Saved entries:
▼▼▼
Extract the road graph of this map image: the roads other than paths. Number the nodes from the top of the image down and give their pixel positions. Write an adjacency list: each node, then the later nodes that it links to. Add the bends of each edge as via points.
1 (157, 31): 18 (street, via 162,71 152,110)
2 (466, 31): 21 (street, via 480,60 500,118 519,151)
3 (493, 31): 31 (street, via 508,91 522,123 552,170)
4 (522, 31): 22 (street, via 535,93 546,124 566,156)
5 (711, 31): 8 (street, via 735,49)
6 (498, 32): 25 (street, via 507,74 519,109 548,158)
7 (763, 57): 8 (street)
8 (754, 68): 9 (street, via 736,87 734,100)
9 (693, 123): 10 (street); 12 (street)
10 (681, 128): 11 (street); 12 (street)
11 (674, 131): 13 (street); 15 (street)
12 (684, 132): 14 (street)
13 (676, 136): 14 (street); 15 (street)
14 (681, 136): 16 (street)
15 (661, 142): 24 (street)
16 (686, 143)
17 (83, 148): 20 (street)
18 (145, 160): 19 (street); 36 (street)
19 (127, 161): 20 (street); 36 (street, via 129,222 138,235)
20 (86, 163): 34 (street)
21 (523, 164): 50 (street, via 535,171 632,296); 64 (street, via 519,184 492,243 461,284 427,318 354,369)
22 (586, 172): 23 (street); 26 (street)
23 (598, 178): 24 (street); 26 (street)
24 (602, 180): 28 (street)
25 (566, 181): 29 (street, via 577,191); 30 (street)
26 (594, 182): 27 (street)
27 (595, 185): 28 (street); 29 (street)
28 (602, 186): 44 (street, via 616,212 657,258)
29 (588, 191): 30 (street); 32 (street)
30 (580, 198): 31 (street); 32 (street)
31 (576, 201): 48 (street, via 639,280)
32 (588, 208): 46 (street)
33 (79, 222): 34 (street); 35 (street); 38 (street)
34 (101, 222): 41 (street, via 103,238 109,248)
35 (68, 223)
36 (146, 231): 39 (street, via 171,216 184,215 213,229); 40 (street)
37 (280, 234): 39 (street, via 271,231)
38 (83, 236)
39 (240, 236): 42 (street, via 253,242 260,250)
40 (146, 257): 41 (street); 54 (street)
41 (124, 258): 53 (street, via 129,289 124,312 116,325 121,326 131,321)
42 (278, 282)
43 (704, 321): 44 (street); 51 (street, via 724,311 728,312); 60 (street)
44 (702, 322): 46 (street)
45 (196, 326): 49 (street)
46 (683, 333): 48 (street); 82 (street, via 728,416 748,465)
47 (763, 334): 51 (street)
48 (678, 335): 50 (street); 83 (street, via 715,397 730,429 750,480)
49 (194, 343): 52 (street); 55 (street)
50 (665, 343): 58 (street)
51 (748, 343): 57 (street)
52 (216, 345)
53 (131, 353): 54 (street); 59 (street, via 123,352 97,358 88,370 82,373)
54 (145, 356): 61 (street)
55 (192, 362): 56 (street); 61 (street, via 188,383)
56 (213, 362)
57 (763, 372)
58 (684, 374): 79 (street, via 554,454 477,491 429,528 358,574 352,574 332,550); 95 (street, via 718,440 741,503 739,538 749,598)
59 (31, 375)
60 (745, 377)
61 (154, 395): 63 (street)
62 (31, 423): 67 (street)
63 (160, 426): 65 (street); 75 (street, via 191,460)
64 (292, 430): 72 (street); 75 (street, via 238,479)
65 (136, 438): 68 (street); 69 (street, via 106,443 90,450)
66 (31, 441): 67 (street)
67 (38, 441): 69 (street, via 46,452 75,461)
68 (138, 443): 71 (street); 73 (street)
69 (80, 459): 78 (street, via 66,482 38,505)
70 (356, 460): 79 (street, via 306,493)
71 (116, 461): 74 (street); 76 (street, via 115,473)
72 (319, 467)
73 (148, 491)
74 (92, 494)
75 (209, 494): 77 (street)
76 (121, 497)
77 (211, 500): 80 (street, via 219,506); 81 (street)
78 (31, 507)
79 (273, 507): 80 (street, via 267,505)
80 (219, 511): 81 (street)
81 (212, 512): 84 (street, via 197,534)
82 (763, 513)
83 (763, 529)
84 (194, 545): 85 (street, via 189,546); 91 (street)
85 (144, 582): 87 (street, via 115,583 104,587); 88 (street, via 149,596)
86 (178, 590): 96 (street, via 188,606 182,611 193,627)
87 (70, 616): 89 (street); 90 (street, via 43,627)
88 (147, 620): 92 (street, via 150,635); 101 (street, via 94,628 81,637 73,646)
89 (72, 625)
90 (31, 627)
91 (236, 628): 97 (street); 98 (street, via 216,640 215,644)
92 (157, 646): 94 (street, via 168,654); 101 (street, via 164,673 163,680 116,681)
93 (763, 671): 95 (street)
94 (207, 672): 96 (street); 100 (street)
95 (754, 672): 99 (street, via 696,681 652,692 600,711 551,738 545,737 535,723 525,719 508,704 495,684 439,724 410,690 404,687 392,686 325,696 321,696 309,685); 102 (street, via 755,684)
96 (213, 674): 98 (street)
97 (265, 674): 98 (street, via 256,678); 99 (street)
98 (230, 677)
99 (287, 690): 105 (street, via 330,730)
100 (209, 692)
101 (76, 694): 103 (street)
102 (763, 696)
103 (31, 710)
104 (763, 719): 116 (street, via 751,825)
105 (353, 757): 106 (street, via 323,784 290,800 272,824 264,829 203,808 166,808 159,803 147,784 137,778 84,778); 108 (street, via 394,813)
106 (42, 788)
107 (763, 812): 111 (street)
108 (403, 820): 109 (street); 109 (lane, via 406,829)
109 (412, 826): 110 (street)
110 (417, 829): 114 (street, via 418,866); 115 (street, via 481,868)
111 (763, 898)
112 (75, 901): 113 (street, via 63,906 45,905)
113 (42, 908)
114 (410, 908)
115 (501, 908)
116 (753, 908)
▲▲▲
What to work on | Print out all the entries precisely as written.

Response area |
Extract the road graph of this map image: the roads other than paths. Number the nodes from the top of the image down and give their pixel positions. Write an adjacency list: each node, then the later nodes that it links to. Add the bends of each edge as via points.
1 (157, 31): 18 (street, via 162,71 152,110)
2 (466, 31): 21 (street, via 480,60 500,118 519,151)
3 (493, 31): 31 (street, via 508,91 522,123 552,170)
4 (522, 31): 22 (street, via 535,93 546,124 566,156)
5 (711, 31): 8 (street, via 735,49)
6 (498, 32): 25 (street, via 507,74 519,109 548,158)
7 (763, 57): 8 (street)
8 (754, 68): 9 (street, via 736,87 734,100)
9 (693, 123): 10 (street); 12 (street)
10 (681, 128): 11 (street); 12 (street)
11 (674, 131): 13 (street); 15 (street)
12 (684, 132): 14 (street)
13 (676, 136): 14 (street); 15 (street)
14 (681, 136): 16 (street)
15 (661, 142): 24 (street)
16 (686, 143)
17 (83, 148): 20 (street)
18 (145, 160): 19 (street); 36 (street)
19 (127, 161): 20 (street); 36 (street, via 129,222 138,235)
20 (86, 163): 34 (street)
21 (523, 164): 50 (street, via 535,171 632,296); 64 (street, via 519,184 492,243 461,284 427,318 354,369)
22 (586, 172): 23 (street); 26 (street)
23 (598, 178): 24 (street); 26 (street)
24 (602, 180): 28 (street)
25 (566, 181): 29 (street, via 577,191); 30 (street)
26 (594, 182): 27 (street)
27 (595, 185): 28 (street); 29 (street)
28 (602, 186): 44 (street, via 616,212 657,258)
29 (588, 191): 30 (street); 32 (street)
30 (580, 198): 31 (street); 32 (street)
31 (576, 201): 48 (street, via 639,280)
32 (588, 208): 46 (street)
33 (79, 222): 34 (street); 35 (street); 38 (street)
34 (101, 222): 41 (street, via 103,238 109,248)
35 (68, 223)
36 (146, 231): 39 (street, via 171,216 184,215 213,229); 40 (street)
37 (280, 234): 39 (street, via 271,231)
38 (83, 236)
39 (240, 236): 42 (street, via 253,242 260,250)
40 (146, 257): 41 (street); 54 (street)
41 (124, 258): 53 (street, via 129,289 124,312 116,325 121,326 131,321)
42 (278, 282)
43 (704, 321): 44 (street); 51 (street, via 724,311 728,312); 60 (street)
44 (702, 322): 46 (street)
45 (196, 326): 49 (street)
46 (683, 333): 48 (street); 82 (street, via 728,416 748,465)
47 (763, 334): 51 (street)
48 (678, 335): 50 (street); 83 (street, via 715,397 730,429 750,480)
49 (194, 343): 52 (street); 55 (street)
50 (665, 343): 58 (street)
51 (748, 343): 57 (street)
52 (216, 345)
53 (131, 353): 54 (street); 59 (street, via 123,352 97,358 88,370 82,373)
54 (145, 356): 61 (street)
55 (192, 362): 56 (street); 61 (street, via 188,383)
56 (213, 362)
57 (763, 372)
58 (684, 374): 79 (street, via 554,454 477,491 429,528 358,574 352,574 332,550); 95 (street, via 718,440 741,503 739,538 749,598)
59 (31, 375)
60 (745, 377)
61 (154, 395): 63 (street)
62 (31, 423): 67 (street)
63 (160, 426): 65 (street); 75 (street, via 191,460)
64 (292, 430): 72 (street); 75 (street, via 238,479)
65 (136, 438): 68 (street); 69 (street, via 106,443 90,450)
66 (31, 441): 67 (street)
67 (38, 441): 69 (street, via 46,452 75,461)
68 (138, 443): 71 (street); 73 (street)
69 (80, 459): 78 (street, via 66,482 38,505)
70 (356, 460): 79 (street, via 306,493)
71 (116, 461): 74 (street); 76 (street, via 115,473)
72 (319, 467)
73 (148, 491)
74 (92, 494)
75 (209, 494): 77 (street)
76 (121, 497)
77 (211, 500): 80 (street, via 219,506); 81 (street)
78 (31, 507)
79 (273, 507): 80 (street, via 267,505)
80 (219, 511): 81 (street)
81 (212, 512): 84 (street, via 197,534)
82 (763, 513)
83 (763, 529)
84 (194, 545): 85 (street, via 189,546); 91 (street)
85 (144, 582): 87 (street, via 115,583 104,587); 88 (street, via 149,596)
86 (178, 590): 96 (street, via 188,606 182,611 193,627)
87 (70, 616): 89 (street); 90 (street, via 43,627)
88 (147, 620): 92 (street, via 150,635); 101 (street, via 94,628 81,637 73,646)
89 (72, 625)
90 (31, 627)
91 (236, 628): 97 (street); 98 (street, via 216,640 215,644)
92 (157, 646): 94 (street, via 168,654); 101 (street, via 164,673 163,680 116,681)
93 (763, 671): 95 (street)
94 (207, 672): 96 (street); 100 (street)
95 (754, 672): 99 (street, via 696,681 652,692 600,711 551,738 545,737 535,723 525,719 508,704 495,684 439,724 410,690 404,687 392,686 325,696 321,696 309,685); 102 (street, via 755,684)
96 (213, 674): 98 (street)
97 (265, 674): 98 (street, via 256,678); 99 (street)
98 (230, 677)
99 (287, 690): 105 (street, via 330,730)
100 (209, 692)
101 (76, 694): 103 (street)
102 (763, 696)
103 (31, 710)
104 (763, 719): 116 (street, via 751,825)
105 (353, 757): 106 (street, via 323,784 290,800 272,824 264,829 203,808 166,808 159,803 147,784 137,778 84,778); 108 (street, via 394,813)
106 (42, 788)
107 (763, 812): 111 (street)
108 (403, 820): 109 (street); 109 (lane, via 406,829)
109 (412, 826): 110 (street)
110 (417, 829): 114 (street, via 418,866); 115 (street, via 481,868)
111 (763, 898)
112 (75, 901): 113 (street, via 63,906 45,905)
113 (42, 908)
114 (410, 908)
115 (501, 908)
116 (753, 908)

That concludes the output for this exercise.